**Material shown**

BEGIN

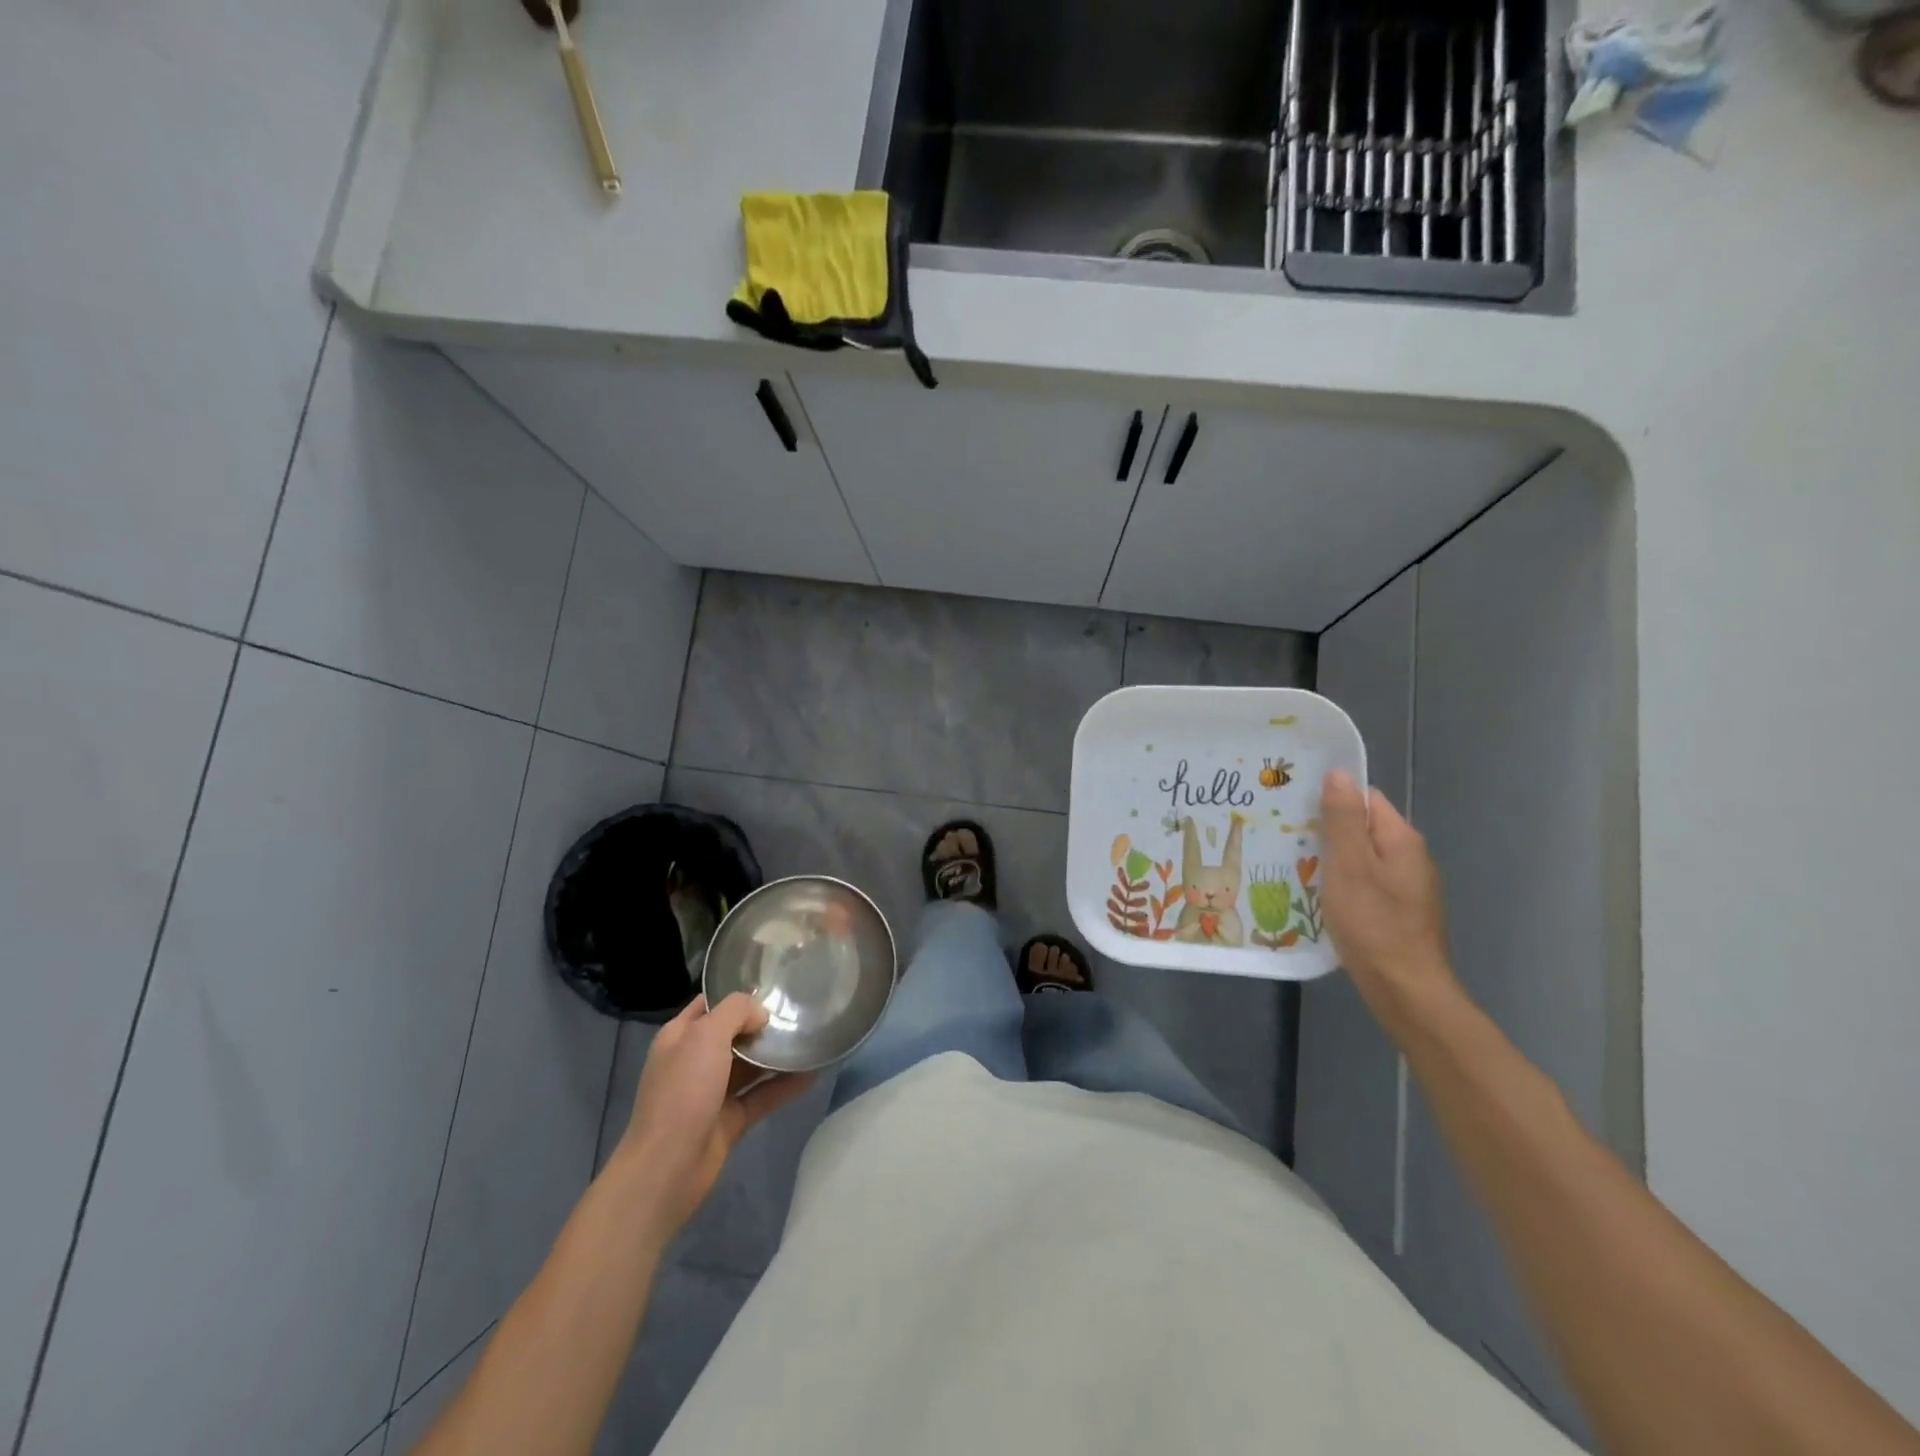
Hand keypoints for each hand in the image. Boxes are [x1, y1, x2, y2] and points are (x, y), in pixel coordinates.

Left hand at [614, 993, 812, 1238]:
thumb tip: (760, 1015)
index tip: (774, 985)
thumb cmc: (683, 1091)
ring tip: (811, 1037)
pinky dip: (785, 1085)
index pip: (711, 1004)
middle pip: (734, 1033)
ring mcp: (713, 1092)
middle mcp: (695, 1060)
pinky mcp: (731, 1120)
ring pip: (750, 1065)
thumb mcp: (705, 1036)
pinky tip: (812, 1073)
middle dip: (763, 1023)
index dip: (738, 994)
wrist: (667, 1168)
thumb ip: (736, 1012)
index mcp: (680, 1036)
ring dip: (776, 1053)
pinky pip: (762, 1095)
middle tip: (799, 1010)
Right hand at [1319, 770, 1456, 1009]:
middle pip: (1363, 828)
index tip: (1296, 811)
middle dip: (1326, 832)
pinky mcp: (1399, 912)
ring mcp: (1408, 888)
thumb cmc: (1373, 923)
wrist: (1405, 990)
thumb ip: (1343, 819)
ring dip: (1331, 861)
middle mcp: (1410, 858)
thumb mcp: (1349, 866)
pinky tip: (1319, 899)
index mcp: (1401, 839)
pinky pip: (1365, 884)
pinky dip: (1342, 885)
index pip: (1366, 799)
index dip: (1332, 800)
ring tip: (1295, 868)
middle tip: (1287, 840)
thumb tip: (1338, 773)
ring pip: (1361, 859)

END
BEGIN

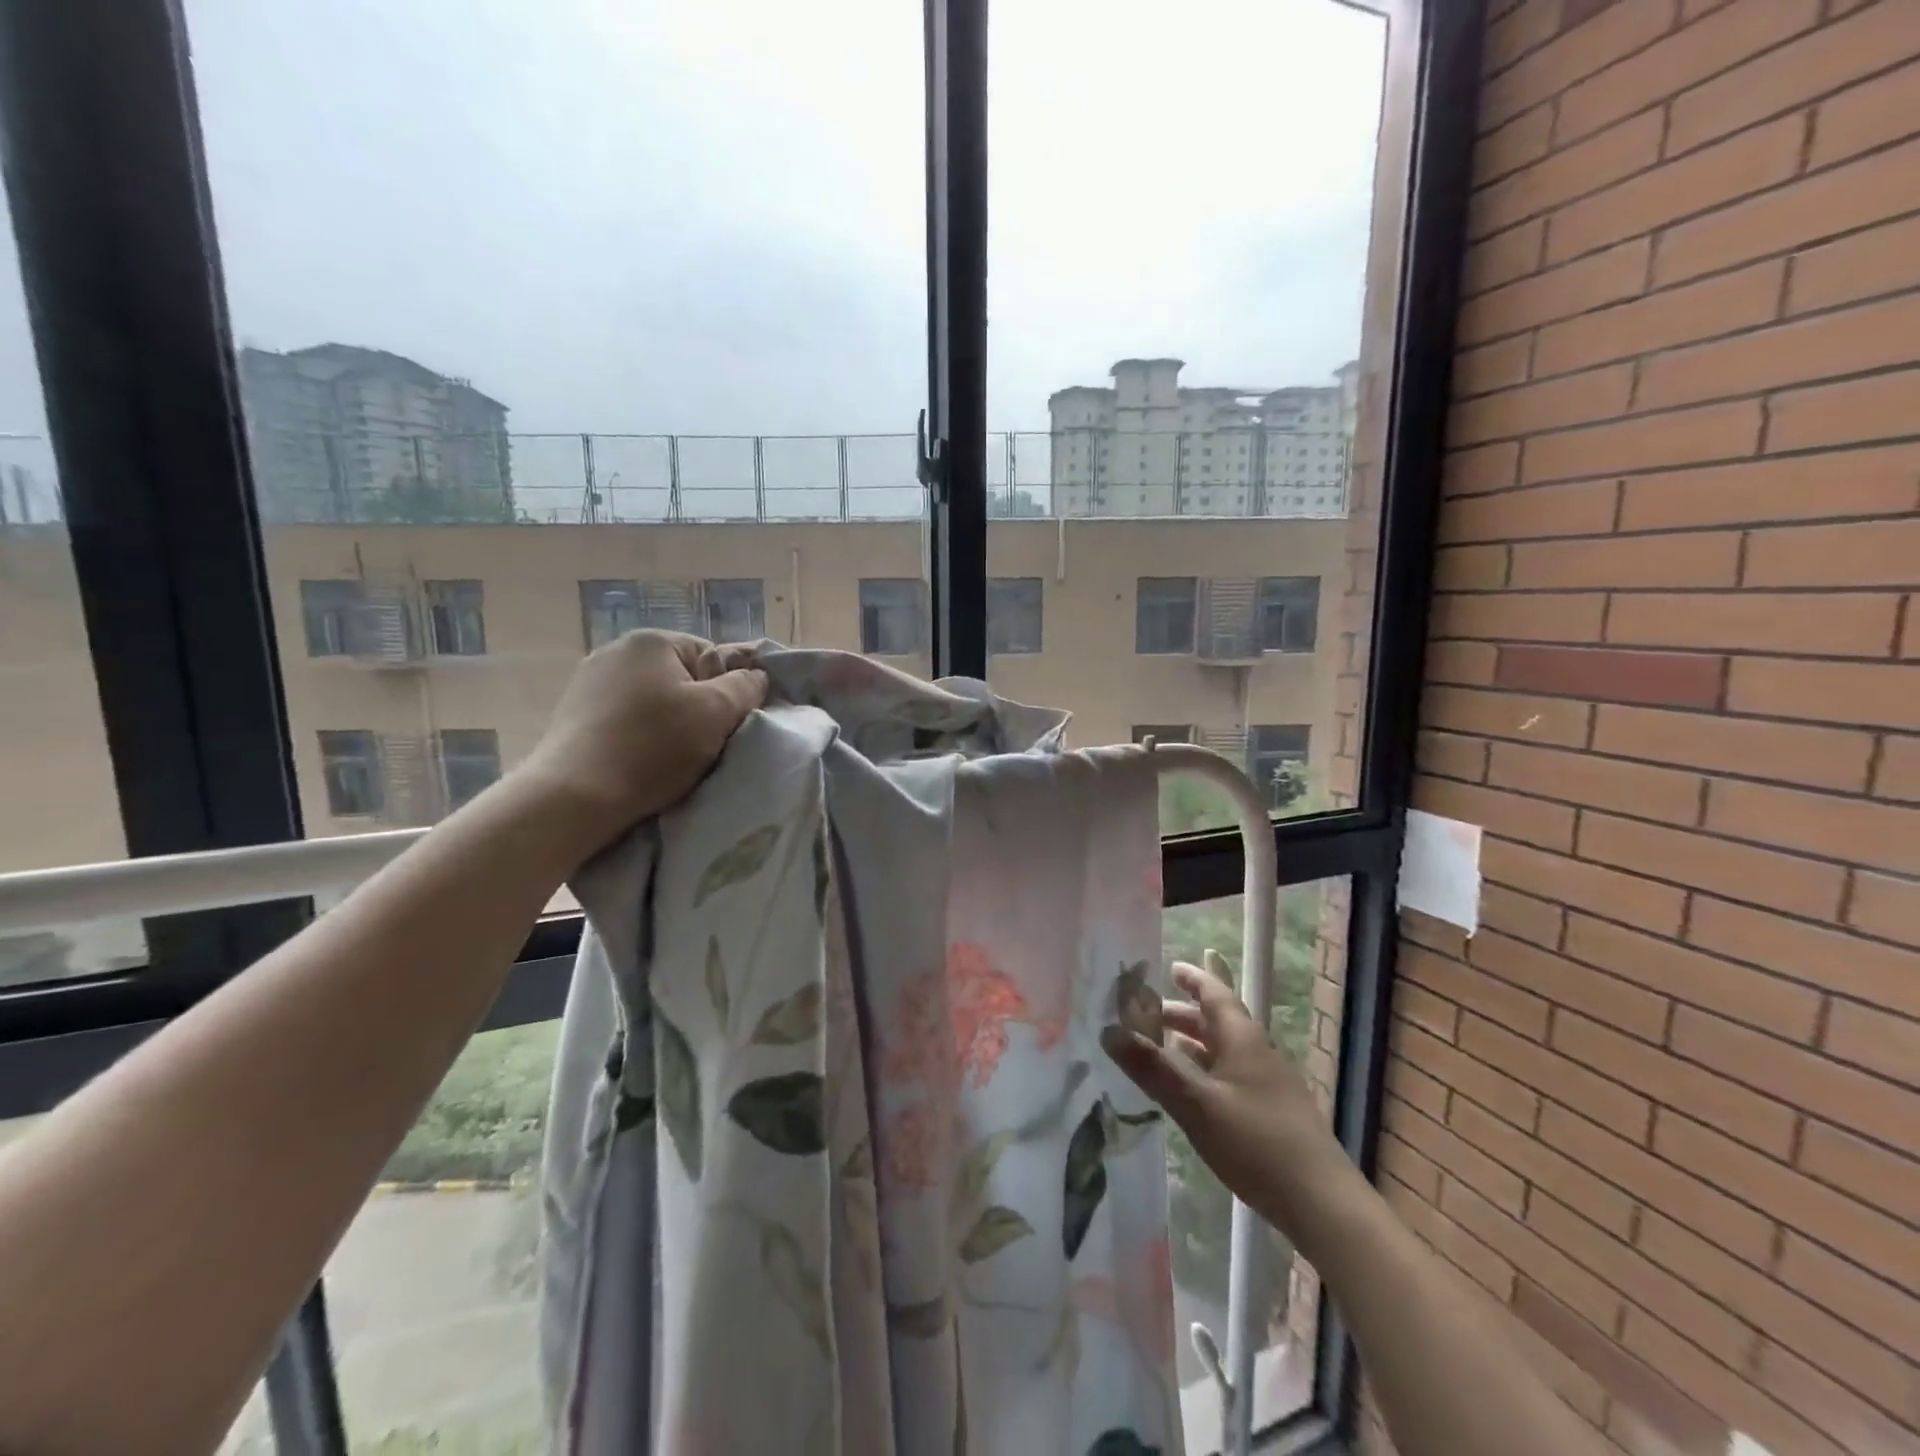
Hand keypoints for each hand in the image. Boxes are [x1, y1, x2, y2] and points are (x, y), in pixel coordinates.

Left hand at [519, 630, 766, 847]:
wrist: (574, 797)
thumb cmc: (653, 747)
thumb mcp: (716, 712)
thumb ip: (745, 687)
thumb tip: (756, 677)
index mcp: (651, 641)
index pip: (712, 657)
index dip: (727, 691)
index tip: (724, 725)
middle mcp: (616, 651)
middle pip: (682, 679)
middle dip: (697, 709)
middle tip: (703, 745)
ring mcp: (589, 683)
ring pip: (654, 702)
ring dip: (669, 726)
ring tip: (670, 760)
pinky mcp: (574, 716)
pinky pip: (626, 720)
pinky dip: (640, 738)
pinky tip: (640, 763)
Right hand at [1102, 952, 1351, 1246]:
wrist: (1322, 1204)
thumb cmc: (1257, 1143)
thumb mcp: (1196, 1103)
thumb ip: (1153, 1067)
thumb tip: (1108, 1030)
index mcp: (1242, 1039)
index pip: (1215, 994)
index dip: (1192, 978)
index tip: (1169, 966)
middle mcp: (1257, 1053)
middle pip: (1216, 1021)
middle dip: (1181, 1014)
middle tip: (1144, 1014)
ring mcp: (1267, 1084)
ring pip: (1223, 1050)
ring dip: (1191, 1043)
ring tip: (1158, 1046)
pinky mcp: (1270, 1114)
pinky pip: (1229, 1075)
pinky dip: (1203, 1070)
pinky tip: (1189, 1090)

END

**To do**
Copy the lines of the data above exactly as written, beginning with the line containing "middle mcp: (695, 1060)" and ending with the line containing "ring pip: (1361, 859)", and leave out all other lines.

**Your solution**
middle mcp: (695, 1060)
pinky mcp: (731, 1120)
ring pip: (750, 1065)
thumb mcp: (705, 1036)
pinky tip: (812, 1073)
middle dip: (763, 1023)
index dip: (738, 994)
wrist: (667, 1168)
thumb ip: (736, 1012)
index mcp: (680, 1036)
ring dip: (776, 1053)
pinky pip: (762, 1095)
middle tip: (799, 1010)
Right hand at [1319, 770, 1456, 1009]:
middle pip: (1363, 828)
index tip: (1296, 811)
middle dip: (1326, 832)
pinky mcp: (1399, 912)
ring mcp: (1408, 888)
thumb cmc: (1373, 923)
wrist: (1405, 990)
thumb ip: (1343, 819)
ring dip: (1331, 861)
middle mcp: (1410, 858)
thumb mcp: (1349, 866)
pinky tip: (1319, 899)
index mcp: (1401, 839)
pinky pip: (1365, 884)
pinky dip: (1342, 885)
index pip: (1366, 799)
index dip: (1332, 800)
ring tip: (1295, 868)
middle tip: (1287, 840)
thumb tip: (1338, 773)
ring pip: (1361, 859)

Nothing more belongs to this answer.